"Satu juta dua ratus kak tiap bulan," jawab puteri kedua saya.
"Wihhhh enak banget dapat uang satu juta dua ratus tiap bulan, mauuu.." seru puteri ke-3 saya.
"Oh pantas. Temanku yang dapat langsung beli tas dan sepatu converse baru. Sementara aku harus nabung dulu," kata puteri sulung saya.
Spontan saya tertawa. Saya kerap memang tidak meloloskan begitu saja keinginan anak untuk ganti sepatu atau tas. Selain karena tidak ada uang untuk membeli keperluan "insidental" diluar listrik, biaya transport, beras, telur, deterjen, sabun, pasta gigi.Saya juga tidak ingin anak-anak saya tumbuh menjadi sosok yang mengampangkan nilai uang.
"Teman kamu yang dapat, kira-kira ada ngga uang untuk ditabung kalau mau beli sepatu?" tanya saya.
"Iya juga sih.. yang dapat itu lima orang ribet ngurusnya. Rumahnya juga difoto Ma," kata puteri sulung saya.
"Lagian kan malu Ma, kalau sampai kita dapat.." sambungnya lagi.
"Bener kata Kakak, Nak. Kalau dipikir dapat uang 1,2 juta tiap bulannya sih memang besar banget.

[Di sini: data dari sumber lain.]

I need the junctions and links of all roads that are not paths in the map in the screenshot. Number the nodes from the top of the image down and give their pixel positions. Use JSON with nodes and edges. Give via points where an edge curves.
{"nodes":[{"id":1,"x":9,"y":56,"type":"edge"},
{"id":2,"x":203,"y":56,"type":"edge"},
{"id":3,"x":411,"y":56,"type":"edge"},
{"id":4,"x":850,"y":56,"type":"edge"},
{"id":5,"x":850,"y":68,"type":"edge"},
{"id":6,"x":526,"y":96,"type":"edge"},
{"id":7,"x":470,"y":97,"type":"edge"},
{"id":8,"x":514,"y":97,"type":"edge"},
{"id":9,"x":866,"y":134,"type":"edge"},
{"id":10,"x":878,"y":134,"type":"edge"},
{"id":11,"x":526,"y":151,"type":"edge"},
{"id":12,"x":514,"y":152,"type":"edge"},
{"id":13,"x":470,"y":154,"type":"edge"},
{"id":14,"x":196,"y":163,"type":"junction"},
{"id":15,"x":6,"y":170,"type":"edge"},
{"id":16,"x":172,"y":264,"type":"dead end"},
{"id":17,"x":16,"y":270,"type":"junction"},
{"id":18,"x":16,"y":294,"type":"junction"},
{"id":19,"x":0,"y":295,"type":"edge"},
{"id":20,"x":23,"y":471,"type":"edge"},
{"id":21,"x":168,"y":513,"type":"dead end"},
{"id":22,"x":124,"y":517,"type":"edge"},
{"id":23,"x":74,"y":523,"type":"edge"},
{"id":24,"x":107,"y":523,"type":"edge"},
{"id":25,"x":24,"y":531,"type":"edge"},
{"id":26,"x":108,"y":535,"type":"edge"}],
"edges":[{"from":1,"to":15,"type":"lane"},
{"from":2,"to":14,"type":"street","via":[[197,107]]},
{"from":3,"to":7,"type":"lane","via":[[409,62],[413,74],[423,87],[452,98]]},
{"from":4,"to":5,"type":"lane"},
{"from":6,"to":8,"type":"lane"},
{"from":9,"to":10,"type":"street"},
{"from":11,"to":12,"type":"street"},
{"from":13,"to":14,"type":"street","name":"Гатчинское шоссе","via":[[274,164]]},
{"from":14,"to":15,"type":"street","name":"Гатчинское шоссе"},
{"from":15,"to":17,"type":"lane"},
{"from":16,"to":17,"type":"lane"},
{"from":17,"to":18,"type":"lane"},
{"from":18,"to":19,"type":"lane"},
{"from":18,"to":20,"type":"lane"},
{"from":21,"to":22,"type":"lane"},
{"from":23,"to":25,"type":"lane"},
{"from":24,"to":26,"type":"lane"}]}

Tapi kan ada klausul Orang tua tidak memiliki penghasilan yang memadai - meski tidak dijelaskan berapa besaran gaji orang tuanya" saya mendadak ingat si Bapak-bapak yang naik motor dan mobil yang mengkritik saya "sok kaya" dengan tidak mengurus KJP.
Dilema KJP. Meskipun memiliki penghasilan tetap tiap bulannya. Tapi karena mengangsur rumah dan mencukupi kebutuhan tiga anak dalam masa pertumbuhan kerap kali menghadirkan "dilema KJP."